WHAT THE TASK ASKS:
Where a line holds the word "Reginaldo", copy that line from the data below.

[Saved entries]
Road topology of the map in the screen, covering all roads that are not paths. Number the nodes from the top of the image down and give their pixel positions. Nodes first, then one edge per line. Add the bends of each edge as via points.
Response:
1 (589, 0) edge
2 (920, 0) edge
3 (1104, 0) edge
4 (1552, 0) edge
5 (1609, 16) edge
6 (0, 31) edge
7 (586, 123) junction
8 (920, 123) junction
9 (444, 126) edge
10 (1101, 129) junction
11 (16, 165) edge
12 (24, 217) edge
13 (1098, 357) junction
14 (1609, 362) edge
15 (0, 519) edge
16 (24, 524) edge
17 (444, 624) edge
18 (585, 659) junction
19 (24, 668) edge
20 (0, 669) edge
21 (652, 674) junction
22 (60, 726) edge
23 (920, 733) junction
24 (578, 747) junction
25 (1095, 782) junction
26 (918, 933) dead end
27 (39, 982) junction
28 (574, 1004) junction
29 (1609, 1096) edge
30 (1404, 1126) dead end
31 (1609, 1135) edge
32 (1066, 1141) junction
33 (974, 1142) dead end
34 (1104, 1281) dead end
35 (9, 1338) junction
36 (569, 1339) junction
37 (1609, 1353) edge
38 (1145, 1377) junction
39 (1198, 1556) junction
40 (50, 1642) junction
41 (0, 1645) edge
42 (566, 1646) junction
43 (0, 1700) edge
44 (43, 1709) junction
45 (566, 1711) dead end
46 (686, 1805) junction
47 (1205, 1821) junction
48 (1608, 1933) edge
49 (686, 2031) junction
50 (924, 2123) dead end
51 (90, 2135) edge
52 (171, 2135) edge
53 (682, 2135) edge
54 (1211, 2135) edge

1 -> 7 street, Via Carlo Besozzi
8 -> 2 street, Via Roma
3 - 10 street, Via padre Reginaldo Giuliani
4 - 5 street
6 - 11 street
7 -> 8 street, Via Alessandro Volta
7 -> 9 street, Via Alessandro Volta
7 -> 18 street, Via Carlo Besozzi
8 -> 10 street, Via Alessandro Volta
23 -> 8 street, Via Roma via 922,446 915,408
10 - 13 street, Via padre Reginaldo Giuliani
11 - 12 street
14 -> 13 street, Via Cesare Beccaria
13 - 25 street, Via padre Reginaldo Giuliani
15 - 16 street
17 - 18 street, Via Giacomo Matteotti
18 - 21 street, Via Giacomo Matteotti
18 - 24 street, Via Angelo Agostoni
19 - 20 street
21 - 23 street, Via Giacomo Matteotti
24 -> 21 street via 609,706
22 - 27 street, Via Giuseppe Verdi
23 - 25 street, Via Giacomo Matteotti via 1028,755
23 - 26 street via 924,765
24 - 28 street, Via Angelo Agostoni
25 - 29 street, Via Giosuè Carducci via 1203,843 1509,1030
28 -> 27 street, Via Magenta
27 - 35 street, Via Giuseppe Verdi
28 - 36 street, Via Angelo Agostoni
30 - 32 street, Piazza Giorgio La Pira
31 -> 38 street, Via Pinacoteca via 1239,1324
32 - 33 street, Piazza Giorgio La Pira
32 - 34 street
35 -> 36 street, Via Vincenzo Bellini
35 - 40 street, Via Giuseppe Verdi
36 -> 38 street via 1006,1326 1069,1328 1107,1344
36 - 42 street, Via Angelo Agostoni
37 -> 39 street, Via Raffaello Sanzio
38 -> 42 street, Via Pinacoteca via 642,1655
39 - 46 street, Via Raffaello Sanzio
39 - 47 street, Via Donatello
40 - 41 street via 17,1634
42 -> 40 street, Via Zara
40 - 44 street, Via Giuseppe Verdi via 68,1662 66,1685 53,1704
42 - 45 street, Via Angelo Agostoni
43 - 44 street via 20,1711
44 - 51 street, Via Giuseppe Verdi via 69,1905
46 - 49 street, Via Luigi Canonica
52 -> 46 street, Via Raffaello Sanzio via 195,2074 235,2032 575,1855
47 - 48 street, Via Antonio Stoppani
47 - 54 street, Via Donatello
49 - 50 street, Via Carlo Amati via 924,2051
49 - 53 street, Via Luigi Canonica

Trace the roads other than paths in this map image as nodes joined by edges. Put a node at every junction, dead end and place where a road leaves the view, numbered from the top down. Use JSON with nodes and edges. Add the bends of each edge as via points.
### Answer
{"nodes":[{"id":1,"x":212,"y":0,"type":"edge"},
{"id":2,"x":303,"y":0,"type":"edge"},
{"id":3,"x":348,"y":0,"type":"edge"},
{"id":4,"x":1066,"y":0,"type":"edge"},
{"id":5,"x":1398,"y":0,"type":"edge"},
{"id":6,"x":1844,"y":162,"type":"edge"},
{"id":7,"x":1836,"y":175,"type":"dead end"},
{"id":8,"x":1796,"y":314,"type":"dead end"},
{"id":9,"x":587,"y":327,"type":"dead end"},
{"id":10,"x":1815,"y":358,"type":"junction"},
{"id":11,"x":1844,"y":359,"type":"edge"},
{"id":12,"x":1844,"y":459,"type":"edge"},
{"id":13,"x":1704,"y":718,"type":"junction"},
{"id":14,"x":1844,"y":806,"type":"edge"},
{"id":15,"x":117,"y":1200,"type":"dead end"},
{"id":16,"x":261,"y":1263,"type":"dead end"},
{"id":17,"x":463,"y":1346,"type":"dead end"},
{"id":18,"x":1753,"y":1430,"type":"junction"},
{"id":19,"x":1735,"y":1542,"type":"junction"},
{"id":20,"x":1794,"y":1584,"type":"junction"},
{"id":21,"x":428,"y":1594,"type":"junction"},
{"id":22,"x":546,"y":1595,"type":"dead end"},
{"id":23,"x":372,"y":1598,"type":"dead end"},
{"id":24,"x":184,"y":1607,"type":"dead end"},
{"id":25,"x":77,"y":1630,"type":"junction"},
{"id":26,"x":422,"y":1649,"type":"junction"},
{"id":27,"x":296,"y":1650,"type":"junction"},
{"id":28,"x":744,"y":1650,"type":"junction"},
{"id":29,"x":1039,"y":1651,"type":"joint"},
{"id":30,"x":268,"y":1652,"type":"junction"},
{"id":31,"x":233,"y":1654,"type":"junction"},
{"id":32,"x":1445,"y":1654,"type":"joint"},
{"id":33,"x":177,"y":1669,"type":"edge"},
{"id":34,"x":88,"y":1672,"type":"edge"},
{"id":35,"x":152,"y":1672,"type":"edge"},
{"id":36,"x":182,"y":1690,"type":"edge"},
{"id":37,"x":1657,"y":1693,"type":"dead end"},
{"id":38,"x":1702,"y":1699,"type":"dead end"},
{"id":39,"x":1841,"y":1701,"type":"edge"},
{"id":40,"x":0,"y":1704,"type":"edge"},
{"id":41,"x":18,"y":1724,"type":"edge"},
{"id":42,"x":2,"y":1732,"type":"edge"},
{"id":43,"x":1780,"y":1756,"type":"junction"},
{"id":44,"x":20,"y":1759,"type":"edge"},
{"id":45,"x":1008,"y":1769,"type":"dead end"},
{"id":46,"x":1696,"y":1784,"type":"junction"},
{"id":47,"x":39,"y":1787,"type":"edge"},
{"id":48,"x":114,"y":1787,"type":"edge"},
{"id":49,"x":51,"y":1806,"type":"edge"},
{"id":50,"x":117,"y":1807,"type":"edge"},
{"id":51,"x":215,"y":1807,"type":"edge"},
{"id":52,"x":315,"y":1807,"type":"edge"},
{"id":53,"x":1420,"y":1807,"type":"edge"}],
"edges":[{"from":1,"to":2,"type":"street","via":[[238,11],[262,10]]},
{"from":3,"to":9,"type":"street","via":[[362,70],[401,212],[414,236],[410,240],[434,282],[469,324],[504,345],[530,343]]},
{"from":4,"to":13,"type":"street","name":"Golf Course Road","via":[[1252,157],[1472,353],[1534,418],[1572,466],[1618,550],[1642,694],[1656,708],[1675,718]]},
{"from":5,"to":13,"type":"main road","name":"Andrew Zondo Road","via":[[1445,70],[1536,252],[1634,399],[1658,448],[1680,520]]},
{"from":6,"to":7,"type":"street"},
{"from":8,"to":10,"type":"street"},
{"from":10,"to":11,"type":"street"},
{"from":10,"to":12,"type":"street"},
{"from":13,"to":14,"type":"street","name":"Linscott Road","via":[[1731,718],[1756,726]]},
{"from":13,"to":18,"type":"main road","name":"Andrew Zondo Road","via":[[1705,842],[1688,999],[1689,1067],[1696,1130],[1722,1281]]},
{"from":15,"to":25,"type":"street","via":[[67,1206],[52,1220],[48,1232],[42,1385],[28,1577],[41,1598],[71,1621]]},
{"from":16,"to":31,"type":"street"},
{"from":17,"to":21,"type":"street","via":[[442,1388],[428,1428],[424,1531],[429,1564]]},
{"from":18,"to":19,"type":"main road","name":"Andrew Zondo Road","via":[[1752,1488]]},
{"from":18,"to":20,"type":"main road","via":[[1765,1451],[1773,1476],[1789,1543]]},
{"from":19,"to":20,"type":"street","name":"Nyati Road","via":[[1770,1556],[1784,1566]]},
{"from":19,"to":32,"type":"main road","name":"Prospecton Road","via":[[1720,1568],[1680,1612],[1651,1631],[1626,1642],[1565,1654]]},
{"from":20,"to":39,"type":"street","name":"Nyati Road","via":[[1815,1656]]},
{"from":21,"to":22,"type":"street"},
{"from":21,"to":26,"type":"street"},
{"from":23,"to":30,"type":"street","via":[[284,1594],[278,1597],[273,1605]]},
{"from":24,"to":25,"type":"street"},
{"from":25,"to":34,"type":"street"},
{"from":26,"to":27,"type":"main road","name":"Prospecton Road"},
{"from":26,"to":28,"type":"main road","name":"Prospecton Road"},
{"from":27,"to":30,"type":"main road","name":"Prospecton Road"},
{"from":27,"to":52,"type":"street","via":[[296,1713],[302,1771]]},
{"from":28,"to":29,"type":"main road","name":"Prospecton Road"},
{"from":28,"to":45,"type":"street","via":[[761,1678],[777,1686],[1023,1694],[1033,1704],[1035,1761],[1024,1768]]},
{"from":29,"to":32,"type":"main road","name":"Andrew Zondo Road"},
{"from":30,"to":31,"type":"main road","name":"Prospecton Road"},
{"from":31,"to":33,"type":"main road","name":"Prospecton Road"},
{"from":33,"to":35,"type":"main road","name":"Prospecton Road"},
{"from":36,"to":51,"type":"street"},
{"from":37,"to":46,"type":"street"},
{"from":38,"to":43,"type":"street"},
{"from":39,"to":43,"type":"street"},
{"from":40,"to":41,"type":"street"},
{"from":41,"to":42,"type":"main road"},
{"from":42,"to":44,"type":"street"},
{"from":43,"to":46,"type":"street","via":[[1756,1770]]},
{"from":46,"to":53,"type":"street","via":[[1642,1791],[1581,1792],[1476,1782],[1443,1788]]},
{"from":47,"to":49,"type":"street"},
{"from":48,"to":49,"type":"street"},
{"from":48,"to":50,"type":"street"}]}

WRITTEN REPLY:
3 - 10 street, Via padre Reginaldo Giuliani
10 - 13 street, Via padre Reginaldo Giuliani
13 - 25 street, Via padre Reginaldo Giuliani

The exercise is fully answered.